M50A1 Ontos

Anybody know of a kit of the Ontos in 1/32 or 1/35 scale? I’d like to avoid resin if possible, as I cant afford an arm, leg & my 1st born son…lol…Thanx

There’s an old Revell in almost 1/35 and there’s Accuarate Armor’s resin. The Revell was released no later than the early 60’s and has been oop for quite some time. Rob G. has talked anbout this here and on other forums. He’ll probably chime in as well withmore and better information.

I don’t think Accurate Armour make the Ontos, There are resin by Nimix http://www.nimix.net/paginas%20de%20items/3512%20Ontos_ingles.htm and Hobby Fan, I think the Nimix is the cheaper of the two, otherwise it’s the old revell kit

Guess it was the Hobby Fan I was thinking of.

I recently bought a book called “Marines in Hue City” by Eric Hammel. It has some interesting pics of the Ontos. They used it kind of like a calvalry horse. They’d speed up to a target, let loose some recoiless rifle hate n’ discontent, and then speed away. Those guys had some guts.

Semper Fi,

Chris

The old Revell kit of 1982 is the old Renwal kit of 1956 and is 1/32 scale.

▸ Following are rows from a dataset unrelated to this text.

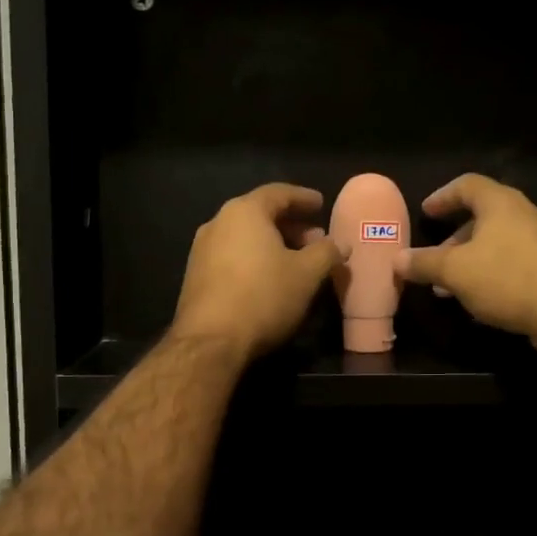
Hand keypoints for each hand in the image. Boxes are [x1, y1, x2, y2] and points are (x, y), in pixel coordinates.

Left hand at [172, 184, 345, 361]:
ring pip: (245, 237)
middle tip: (315, 239)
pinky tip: (270, 280)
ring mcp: (202, 250)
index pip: (279, 193)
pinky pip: (232, 256)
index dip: (304, 198)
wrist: (210, 342)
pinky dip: (255, 259)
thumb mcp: (307, 274)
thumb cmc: (264, 296)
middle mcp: (218, 223)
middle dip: (291, 225)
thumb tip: (340, 243)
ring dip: (273, 244)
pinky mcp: (196, 276)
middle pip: (260, 214)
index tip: (321, 205)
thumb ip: (327, 252)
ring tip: (296, 261)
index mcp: (245, 212)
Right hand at [400, 174, 536, 351]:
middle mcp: (523, 214)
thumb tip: (397, 259)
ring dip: (470, 261)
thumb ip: (424, 263)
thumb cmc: (507, 278)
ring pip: (496, 243)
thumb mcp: (455, 272)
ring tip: (449, 288)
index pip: (467, 185)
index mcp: (501, 203)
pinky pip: (512, 262)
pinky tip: (478, 300)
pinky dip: (490, 273)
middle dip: (454, 239)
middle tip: (434, 258)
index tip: (426, 212)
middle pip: (482, 217)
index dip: (443, 196)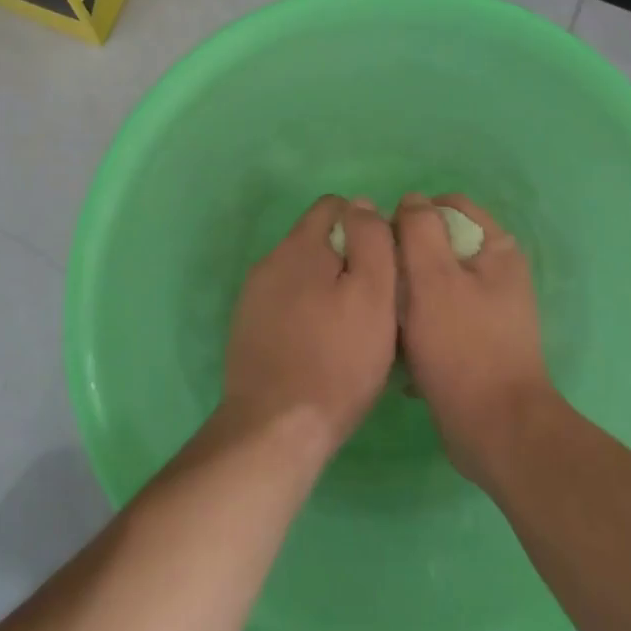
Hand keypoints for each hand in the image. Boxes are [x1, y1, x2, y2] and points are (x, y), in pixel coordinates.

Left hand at [219, 195, 398, 458]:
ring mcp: (253, 297)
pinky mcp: (246, 329)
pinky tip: (321, 349)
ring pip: (301, 276)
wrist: (275, 427)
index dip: (365, 227)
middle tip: (373, 304)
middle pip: (317, 241)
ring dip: (326, 290)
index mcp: (299, 246)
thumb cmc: (337, 360)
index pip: (334, 206)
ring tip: (350, 331)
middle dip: (346, 261)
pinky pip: (285, 305)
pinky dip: (306, 315)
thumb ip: (371, 240)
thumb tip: (362, 203)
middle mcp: (269, 261)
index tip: (384, 265)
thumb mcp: (373, 294)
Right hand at [396, 194, 555, 485]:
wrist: (495, 430)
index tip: (385, 244)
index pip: (448, 206)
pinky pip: (438, 317)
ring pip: (433, 283)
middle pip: (439, 244)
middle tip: (382, 284)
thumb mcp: (432, 278)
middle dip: (405, 259)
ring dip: (407, 296)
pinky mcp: (476, 340)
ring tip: (386, 318)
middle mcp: (497, 272)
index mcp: (496, 248)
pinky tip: (401, 349)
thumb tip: (411, 200)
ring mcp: (488, 308)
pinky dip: (418, 326)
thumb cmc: (462, 347)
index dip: (412, 216)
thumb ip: (419, 229)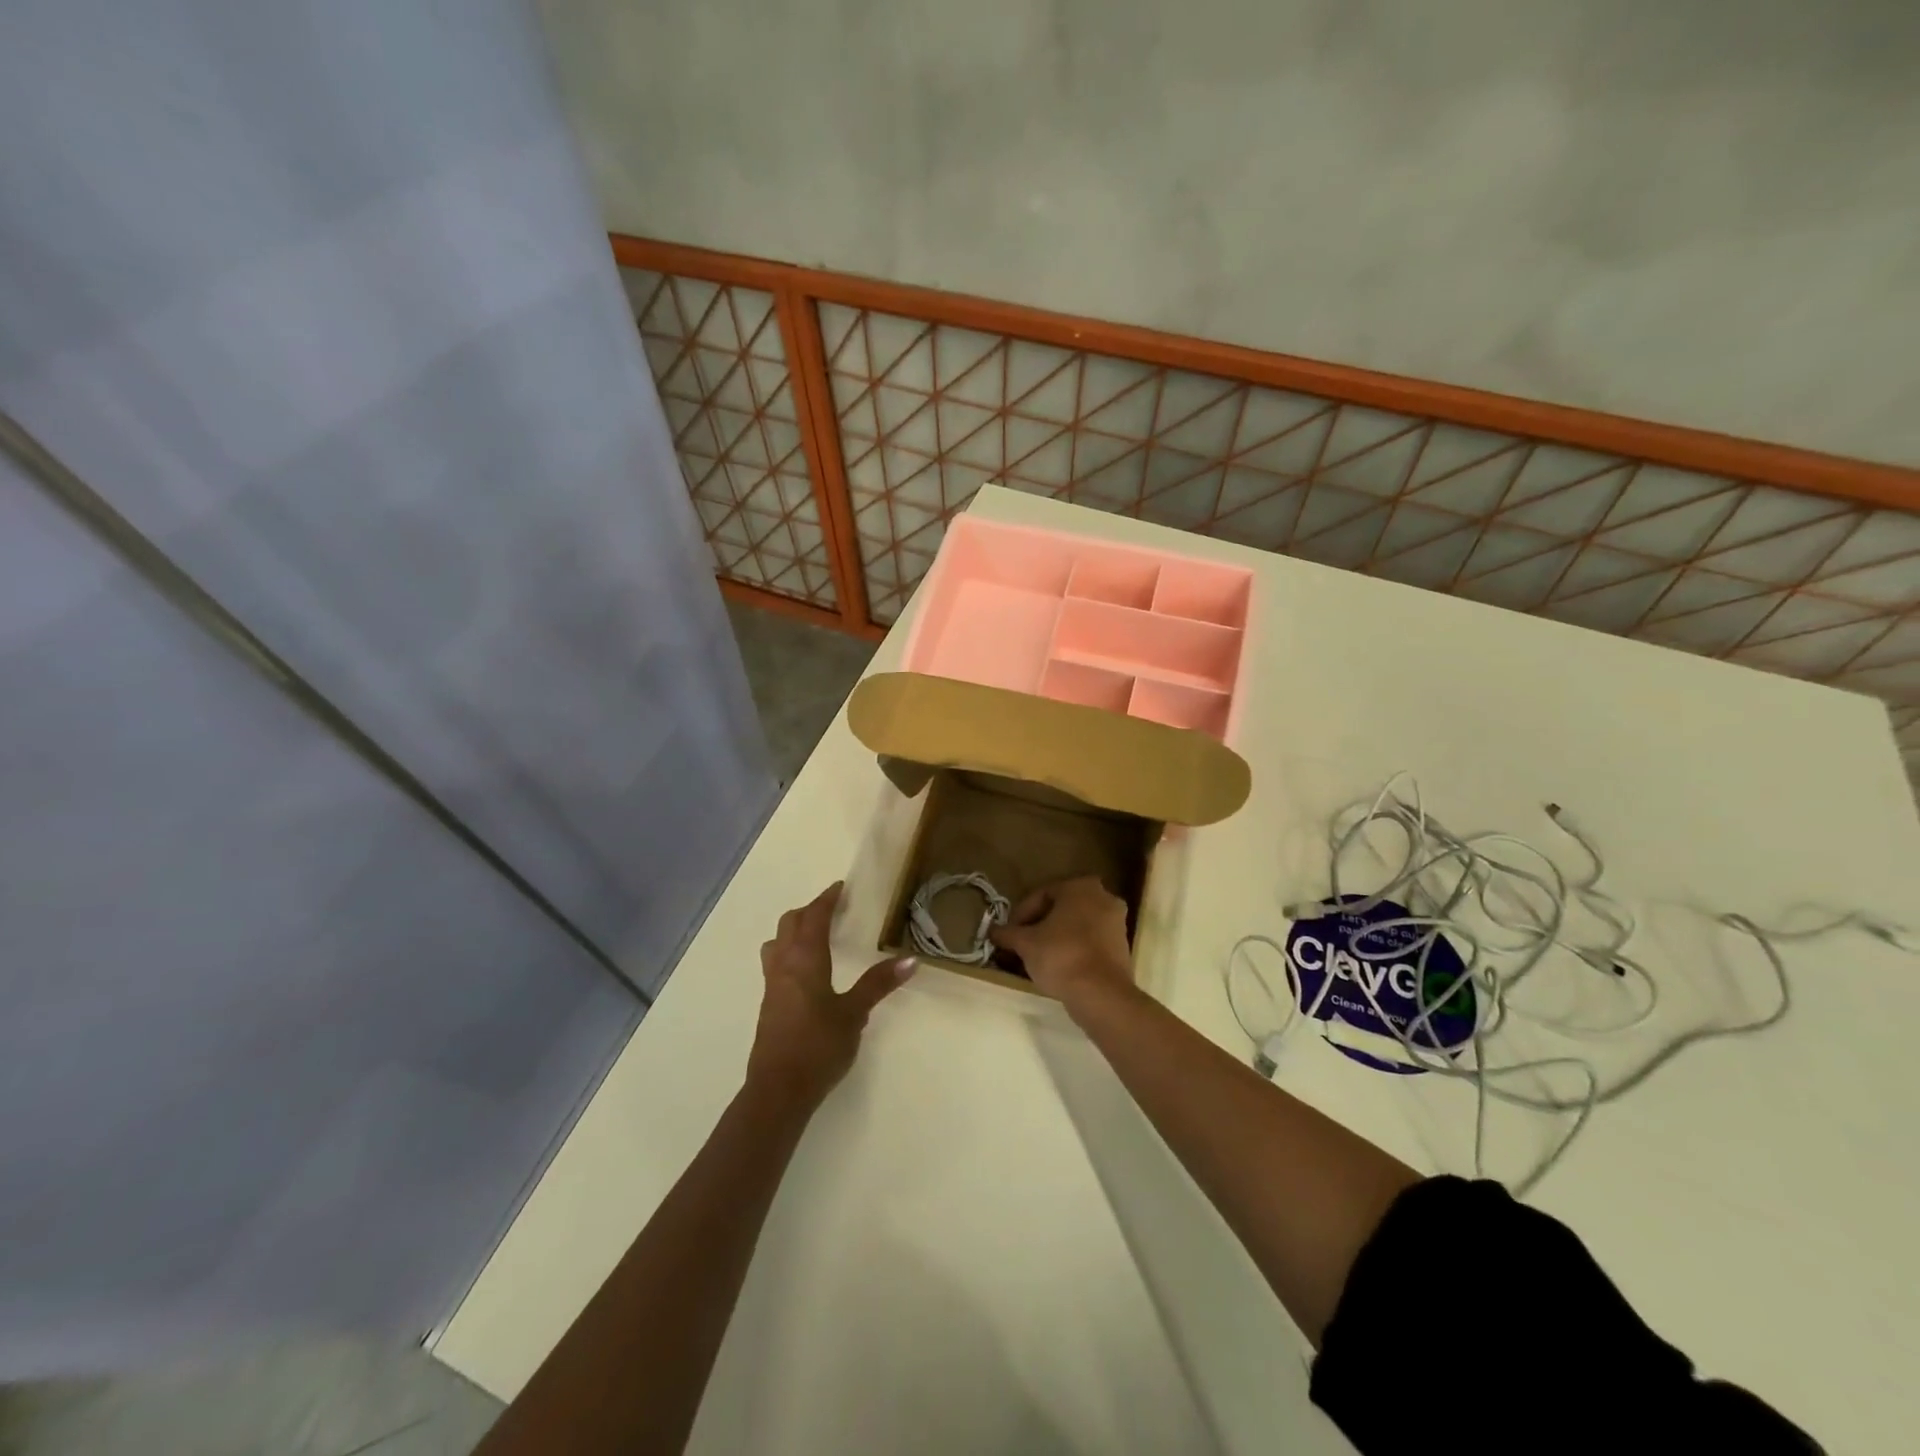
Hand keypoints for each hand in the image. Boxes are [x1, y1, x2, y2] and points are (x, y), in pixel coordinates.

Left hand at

Mail Call on History Channel had fully functional Ontos. I never had any interest in building this one, but after seeing it on TV, I want to build one as well.

Ditto, that was one sweet little vehicle. Nice to see it fully functional – recoiless rifles included!

Andy

Thanx for all the info guys, appreciate it

Heres a finished Ontos.

http://ontosa.homestead.com/00.html

Always like the Ontos. My M-706 and 113 had thicker armor though. If I remember right, it was a fire and pull back weapon because you had to go outside the vehicle to reload. When we trained on 90mm rifles, you learned that everybody in the area knew you were when you pulled the trigger because it kicked up all sorts of debris around you. If possible, fire and move.

Renwell also did an Ontos in the early 60’s and I think it was 1/35th also. Don’t know whatever happened to them

That Mailcall episode with the Ontos was re-broadcast this weekend. The vehicle is at the Patton Museum at Fort Knox. I hadn’t realized that all the armor vehicles on display at the Patton Museum are fully functional and operational.

Mike T.

I have seen the Ontos on E-Bay several times they always go for high prices. I think you would be better off just buying the resin kits.

Grizz

Not all of the display tanks are fully functional. The museum has the benefit of being located where the Army trains tankers and tank mechanics. Volunteers have a good pool of information to draw from.

This vehicle was debuted during the 2006 Armor Warfighting Symposium (formerly known as the Armor Conference and this year will be known as the Armor Warfighting Conference).